Multiscale Dynamics Simulations: Nano and Nano-bio Systems in Complex Environments PDF Download
Are you looking for read ebook online? Search for your book and save it on your Kindle device, PC, phones or tablets. Download Multiscale Dynamics Simulations: Nano and Nano-bio Systems in Complex Environments PDF full book. Access full book title Multiscale Dynamics Simulations: Nano and Nano-bio Systems in Complex Environments by Dennis R. Salahub. Download full books in PDF and EPUB format.
Author: Dennis R. Salahub
Publisher: Royal Society of Chemistry
ISBN: 1839161787
Category : Science
Languages : en
Pages : 411
Get Book Here
Book Description
Focusing on key methodological breakthroughs in the field, this book provides newcomers with a comprehensive menu of multiscale modelling options.
Author: Dennis R. Salahub
Publisher: Royal Society of Chemistry
ISBN: 1839161787
Category : Science
Languages : en
Pages : 411
Get Book Here
Book Description
Focusing on key methodological breakthroughs in the field, this book provides newcomers with a comprehensive menu of multiscale modelling options.
Author: Dennis R. Salahub
Publisher: Royal Society of Chemistry
ISBN: 1839164670
Category : Science
Languages : en
Pages : 411
Get Book Here
Book Description
Over the past decade, great strides have been taken in developing methodologies that can treat more and more complex nano- and nano-bio systems embedded in complex environments.
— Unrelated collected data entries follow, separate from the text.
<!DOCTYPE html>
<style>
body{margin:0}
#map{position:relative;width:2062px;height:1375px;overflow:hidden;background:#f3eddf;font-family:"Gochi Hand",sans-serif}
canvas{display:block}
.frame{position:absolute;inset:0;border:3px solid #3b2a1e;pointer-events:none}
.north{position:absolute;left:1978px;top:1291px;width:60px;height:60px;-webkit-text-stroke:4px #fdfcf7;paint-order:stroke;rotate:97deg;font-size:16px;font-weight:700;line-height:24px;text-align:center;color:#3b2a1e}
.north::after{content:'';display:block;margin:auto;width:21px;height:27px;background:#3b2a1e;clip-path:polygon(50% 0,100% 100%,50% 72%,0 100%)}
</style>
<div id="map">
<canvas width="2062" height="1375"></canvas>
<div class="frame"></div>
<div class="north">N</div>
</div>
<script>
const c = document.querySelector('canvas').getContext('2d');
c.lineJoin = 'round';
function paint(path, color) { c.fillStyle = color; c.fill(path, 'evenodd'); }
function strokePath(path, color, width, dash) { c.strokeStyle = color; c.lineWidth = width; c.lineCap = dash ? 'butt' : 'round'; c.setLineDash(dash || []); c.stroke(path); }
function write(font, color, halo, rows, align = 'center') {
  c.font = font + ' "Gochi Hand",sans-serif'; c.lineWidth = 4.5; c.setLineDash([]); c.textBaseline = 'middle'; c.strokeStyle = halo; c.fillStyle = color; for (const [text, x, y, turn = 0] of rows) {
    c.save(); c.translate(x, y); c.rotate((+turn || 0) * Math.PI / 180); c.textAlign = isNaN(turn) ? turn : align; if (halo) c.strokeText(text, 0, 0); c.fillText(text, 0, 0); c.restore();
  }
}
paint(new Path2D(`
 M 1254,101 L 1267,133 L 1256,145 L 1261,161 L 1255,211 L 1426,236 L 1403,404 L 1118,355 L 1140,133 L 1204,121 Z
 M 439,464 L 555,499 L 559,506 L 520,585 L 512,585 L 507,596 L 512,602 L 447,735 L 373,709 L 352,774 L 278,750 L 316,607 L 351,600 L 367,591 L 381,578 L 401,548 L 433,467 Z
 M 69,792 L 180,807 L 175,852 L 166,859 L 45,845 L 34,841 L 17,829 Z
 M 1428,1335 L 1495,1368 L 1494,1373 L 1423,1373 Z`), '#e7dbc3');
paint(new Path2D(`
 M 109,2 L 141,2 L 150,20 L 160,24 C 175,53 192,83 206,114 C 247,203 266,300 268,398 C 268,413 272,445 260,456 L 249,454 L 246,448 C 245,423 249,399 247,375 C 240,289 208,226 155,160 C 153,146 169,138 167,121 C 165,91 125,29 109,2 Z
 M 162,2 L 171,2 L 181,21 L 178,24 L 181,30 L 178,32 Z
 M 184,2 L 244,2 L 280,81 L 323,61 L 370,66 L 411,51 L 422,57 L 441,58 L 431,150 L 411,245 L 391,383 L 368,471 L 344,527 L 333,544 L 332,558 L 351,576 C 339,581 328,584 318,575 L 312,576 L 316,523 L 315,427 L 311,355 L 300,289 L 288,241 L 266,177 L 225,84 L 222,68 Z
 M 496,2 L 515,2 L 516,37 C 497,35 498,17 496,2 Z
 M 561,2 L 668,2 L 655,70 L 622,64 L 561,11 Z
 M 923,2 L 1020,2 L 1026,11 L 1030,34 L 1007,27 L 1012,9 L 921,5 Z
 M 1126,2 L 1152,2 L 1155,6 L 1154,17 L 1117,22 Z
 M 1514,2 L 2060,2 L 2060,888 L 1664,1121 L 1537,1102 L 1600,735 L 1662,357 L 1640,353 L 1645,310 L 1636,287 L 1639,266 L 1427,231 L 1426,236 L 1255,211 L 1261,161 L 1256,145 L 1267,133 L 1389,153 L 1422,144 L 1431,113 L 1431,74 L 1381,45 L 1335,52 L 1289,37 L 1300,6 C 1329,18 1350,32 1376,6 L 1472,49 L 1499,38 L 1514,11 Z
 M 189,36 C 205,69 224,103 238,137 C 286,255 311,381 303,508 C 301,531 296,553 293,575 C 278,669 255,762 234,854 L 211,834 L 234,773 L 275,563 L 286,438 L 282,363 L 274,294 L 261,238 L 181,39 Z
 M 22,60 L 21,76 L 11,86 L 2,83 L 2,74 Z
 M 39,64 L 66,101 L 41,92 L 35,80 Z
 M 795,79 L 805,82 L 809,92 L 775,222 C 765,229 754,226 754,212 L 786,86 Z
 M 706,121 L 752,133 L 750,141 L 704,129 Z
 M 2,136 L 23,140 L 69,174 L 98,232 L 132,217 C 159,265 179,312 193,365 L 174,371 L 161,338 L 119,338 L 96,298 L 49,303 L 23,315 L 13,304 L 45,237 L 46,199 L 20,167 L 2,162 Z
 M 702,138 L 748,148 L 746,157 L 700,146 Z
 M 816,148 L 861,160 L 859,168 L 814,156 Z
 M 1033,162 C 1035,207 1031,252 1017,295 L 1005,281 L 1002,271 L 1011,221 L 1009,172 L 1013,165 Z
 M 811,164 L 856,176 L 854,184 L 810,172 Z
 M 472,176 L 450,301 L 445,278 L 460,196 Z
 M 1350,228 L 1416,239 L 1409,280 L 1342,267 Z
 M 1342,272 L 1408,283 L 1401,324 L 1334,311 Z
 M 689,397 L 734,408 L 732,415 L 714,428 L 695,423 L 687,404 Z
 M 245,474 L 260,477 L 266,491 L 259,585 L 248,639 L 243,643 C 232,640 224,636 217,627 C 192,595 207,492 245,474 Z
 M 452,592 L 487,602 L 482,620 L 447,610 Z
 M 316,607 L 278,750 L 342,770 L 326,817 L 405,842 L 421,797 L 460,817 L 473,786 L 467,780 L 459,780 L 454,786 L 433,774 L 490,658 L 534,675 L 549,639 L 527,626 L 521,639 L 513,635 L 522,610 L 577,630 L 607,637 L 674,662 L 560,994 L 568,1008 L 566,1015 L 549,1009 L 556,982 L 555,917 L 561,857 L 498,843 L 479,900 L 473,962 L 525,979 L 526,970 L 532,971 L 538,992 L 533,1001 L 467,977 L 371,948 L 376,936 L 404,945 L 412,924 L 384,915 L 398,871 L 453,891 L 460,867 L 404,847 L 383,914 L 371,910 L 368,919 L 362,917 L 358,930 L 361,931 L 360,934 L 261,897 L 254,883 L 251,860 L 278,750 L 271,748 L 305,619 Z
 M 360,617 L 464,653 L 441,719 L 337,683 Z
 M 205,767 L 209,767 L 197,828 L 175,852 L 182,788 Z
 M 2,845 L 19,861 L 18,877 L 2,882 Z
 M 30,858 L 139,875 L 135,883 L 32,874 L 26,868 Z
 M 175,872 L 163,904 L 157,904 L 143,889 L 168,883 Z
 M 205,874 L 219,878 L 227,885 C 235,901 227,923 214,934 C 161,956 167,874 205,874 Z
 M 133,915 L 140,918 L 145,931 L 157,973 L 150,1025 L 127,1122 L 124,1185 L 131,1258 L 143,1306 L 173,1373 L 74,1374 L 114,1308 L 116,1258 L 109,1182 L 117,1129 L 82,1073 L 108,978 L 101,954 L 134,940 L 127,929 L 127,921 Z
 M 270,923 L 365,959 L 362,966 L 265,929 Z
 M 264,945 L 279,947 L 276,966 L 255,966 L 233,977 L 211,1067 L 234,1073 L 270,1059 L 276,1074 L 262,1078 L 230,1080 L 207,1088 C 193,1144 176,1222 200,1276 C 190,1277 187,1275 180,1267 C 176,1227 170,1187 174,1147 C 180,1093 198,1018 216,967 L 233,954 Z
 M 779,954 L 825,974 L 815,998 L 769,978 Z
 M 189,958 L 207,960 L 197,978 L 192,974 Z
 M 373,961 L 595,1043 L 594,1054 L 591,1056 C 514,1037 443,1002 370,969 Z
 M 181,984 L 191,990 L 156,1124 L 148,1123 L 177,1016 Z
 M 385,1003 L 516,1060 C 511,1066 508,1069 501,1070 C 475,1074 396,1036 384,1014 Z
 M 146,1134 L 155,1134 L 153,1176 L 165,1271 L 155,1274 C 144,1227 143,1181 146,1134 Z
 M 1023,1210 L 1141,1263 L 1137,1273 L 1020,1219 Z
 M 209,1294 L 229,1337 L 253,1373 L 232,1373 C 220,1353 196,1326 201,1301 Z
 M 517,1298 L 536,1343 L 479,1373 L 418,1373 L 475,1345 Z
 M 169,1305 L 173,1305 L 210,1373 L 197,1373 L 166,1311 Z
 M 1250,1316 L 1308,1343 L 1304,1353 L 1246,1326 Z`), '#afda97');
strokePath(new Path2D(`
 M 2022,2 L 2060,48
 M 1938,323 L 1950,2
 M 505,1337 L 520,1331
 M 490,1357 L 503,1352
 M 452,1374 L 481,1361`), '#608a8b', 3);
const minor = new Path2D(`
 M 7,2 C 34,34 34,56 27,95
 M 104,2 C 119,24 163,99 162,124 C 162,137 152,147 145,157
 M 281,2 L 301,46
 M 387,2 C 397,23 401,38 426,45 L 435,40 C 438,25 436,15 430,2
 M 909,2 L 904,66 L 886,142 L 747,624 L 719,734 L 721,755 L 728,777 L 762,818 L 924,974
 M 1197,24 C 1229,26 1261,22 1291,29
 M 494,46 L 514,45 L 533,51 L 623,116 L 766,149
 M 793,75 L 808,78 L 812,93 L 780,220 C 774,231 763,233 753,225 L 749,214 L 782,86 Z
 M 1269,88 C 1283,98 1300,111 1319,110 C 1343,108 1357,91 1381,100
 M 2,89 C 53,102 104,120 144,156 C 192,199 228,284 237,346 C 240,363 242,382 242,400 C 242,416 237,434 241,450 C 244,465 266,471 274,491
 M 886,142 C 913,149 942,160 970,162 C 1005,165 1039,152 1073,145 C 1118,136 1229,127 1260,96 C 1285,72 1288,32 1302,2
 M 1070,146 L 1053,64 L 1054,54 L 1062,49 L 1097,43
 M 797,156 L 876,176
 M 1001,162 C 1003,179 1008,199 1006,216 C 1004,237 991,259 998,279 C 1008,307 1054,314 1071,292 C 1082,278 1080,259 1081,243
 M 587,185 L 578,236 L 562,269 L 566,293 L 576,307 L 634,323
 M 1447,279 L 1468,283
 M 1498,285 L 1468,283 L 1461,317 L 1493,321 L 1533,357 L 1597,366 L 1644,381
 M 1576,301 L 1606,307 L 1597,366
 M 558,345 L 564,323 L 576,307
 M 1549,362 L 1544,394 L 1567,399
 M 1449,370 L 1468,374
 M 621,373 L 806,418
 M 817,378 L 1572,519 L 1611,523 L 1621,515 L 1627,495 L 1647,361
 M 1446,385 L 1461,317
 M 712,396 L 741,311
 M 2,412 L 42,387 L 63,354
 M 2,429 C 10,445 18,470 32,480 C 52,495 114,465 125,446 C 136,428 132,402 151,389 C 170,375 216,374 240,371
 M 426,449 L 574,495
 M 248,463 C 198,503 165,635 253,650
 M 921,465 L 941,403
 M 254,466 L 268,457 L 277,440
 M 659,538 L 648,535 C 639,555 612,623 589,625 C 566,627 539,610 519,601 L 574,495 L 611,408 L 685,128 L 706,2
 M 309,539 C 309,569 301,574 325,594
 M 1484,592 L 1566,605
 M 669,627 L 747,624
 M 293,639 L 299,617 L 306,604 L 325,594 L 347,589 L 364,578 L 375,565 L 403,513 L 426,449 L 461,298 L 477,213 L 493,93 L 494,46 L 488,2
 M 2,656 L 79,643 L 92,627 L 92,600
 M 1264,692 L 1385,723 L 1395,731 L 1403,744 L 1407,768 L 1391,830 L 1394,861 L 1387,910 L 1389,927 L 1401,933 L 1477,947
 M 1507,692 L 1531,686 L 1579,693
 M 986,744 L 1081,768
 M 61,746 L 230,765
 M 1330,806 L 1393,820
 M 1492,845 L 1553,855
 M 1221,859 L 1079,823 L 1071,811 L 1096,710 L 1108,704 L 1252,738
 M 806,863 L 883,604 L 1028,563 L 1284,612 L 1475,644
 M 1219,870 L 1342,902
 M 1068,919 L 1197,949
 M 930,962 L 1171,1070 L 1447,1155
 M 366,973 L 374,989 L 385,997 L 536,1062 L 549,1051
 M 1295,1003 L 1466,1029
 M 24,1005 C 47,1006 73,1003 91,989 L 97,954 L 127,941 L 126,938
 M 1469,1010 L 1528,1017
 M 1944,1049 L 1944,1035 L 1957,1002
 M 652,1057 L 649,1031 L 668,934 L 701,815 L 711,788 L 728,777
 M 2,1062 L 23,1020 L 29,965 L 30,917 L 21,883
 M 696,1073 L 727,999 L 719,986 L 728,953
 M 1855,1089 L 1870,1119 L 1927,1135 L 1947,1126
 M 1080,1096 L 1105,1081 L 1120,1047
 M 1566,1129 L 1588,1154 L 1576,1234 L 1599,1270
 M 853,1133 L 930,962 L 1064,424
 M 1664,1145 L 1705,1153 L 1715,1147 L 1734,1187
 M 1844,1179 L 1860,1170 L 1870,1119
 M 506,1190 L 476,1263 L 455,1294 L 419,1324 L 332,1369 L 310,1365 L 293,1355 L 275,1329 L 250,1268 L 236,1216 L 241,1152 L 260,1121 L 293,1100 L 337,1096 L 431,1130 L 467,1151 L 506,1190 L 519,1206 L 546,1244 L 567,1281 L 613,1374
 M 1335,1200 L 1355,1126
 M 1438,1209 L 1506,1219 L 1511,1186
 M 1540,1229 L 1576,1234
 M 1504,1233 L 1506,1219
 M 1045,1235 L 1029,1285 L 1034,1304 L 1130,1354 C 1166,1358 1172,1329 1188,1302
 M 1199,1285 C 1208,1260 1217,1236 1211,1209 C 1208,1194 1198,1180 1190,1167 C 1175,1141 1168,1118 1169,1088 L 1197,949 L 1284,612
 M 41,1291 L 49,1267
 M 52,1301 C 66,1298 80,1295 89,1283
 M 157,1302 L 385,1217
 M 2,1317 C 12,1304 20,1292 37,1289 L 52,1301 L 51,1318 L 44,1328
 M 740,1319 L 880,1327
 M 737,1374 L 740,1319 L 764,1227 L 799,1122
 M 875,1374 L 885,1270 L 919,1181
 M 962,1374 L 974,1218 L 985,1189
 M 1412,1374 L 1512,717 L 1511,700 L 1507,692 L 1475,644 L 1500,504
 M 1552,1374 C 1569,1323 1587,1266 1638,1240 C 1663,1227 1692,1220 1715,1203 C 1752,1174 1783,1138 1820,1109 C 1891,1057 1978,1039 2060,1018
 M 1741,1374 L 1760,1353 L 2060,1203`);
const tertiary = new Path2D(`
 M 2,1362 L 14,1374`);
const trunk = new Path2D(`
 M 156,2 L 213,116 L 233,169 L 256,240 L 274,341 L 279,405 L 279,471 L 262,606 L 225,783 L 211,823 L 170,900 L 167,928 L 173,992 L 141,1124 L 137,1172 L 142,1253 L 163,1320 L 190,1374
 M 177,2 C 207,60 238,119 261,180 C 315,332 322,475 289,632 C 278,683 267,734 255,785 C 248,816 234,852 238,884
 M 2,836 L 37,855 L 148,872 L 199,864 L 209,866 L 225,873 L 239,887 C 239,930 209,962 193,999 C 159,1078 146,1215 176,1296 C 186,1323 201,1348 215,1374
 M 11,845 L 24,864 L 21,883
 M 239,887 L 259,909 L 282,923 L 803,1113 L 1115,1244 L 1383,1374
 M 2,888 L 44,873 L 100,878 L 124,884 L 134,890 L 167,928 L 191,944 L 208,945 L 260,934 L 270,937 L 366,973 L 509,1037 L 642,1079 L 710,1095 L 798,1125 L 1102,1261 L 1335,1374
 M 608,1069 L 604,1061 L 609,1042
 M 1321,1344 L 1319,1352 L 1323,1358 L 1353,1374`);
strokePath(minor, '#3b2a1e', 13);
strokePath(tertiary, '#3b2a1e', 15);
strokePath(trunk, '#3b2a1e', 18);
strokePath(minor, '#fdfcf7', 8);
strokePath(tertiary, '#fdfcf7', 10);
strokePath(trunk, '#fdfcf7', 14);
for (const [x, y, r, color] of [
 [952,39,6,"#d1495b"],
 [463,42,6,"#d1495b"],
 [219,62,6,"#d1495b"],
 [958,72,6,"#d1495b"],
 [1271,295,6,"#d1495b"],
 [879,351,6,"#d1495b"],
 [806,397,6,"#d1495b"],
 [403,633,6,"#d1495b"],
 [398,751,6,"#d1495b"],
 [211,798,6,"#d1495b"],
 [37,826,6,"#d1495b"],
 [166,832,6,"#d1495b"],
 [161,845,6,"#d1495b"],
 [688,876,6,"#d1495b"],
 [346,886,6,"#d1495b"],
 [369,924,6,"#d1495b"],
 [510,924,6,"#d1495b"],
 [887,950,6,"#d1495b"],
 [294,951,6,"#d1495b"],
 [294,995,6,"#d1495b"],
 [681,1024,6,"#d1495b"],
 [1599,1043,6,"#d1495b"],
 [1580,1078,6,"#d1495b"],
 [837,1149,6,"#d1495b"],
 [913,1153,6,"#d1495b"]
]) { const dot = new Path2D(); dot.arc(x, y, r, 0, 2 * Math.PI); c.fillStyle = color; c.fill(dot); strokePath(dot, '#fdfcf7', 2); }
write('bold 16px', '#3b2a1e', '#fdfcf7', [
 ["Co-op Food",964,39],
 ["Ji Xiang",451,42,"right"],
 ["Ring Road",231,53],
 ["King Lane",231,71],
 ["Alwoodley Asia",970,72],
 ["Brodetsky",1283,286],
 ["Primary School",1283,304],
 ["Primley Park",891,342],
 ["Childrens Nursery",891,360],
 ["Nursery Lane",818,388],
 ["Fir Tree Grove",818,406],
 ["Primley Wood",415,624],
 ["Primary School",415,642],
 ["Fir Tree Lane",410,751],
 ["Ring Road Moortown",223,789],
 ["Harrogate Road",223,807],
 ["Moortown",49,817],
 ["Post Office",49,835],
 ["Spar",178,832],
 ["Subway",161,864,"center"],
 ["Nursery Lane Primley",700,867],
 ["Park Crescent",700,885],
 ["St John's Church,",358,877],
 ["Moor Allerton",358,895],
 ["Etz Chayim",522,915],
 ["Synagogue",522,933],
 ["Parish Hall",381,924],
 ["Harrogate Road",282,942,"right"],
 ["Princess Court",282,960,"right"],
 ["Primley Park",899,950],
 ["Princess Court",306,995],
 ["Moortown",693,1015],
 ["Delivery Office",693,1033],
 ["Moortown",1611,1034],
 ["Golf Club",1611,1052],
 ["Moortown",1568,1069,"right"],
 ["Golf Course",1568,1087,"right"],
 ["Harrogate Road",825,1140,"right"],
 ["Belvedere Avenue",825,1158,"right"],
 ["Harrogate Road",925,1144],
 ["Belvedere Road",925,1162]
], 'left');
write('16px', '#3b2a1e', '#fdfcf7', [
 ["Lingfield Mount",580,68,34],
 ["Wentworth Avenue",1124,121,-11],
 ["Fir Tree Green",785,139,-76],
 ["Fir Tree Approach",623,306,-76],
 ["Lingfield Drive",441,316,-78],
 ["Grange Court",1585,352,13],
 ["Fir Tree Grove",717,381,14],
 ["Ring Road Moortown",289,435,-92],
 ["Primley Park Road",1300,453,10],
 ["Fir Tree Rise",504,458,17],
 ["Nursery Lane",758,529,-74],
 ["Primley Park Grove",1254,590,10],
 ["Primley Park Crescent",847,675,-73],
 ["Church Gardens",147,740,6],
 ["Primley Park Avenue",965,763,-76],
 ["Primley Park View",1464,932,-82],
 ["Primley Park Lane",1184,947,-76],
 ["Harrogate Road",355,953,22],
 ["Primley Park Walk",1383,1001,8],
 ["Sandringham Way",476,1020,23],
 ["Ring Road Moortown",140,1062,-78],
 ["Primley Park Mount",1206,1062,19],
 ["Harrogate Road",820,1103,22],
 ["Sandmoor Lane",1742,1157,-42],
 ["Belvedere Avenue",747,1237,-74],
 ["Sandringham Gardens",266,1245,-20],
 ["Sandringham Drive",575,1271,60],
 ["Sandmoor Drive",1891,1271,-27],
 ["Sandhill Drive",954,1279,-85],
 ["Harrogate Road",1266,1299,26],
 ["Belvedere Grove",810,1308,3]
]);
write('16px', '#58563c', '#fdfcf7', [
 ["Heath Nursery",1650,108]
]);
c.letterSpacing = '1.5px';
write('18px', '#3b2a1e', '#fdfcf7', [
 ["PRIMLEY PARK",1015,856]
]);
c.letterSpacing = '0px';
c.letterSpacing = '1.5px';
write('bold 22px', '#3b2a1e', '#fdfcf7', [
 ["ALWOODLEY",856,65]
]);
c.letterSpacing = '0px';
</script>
Multiscale Dynamics Simulations covers methods including DFT/MM-MD, DFTB and semi-empirical QM/MM-MD, DFT/MMPOL as well as Machine-learning approaches to all of the above. Focusing on key methodological breakthroughs in the field, this book provides newcomers with a comprehensive menu of multiscale modelling options so that they can better chart their course in the nano/bio world.
Author: Hyungjun Kim
Publisher: Springer Science & Business Media
ISBN: 1441976019
Category : Science
Languages : en
Pages : 191
Get Book Here
Book Description
This volume develops multiscale and multiphysics simulation methods to understand nano- and bio-systems by overcoming the limitations of time- and length-scales. Here the key issue is to extend current computational simulation methods to be useful for providing microscopic understanding of complex experimental systems. This thesis discusses the multiscale simulation approaches in nanoscale metal-insulator-metal junction, molecular memory, ionic transport in zeolite systems, dynamics of biomolecules such as lipids, and model lung system. Based on the cases discussed here, the author suggests various systematic strategies to overcome the limitations in time- and length-scales of the traditional monoscale approaches.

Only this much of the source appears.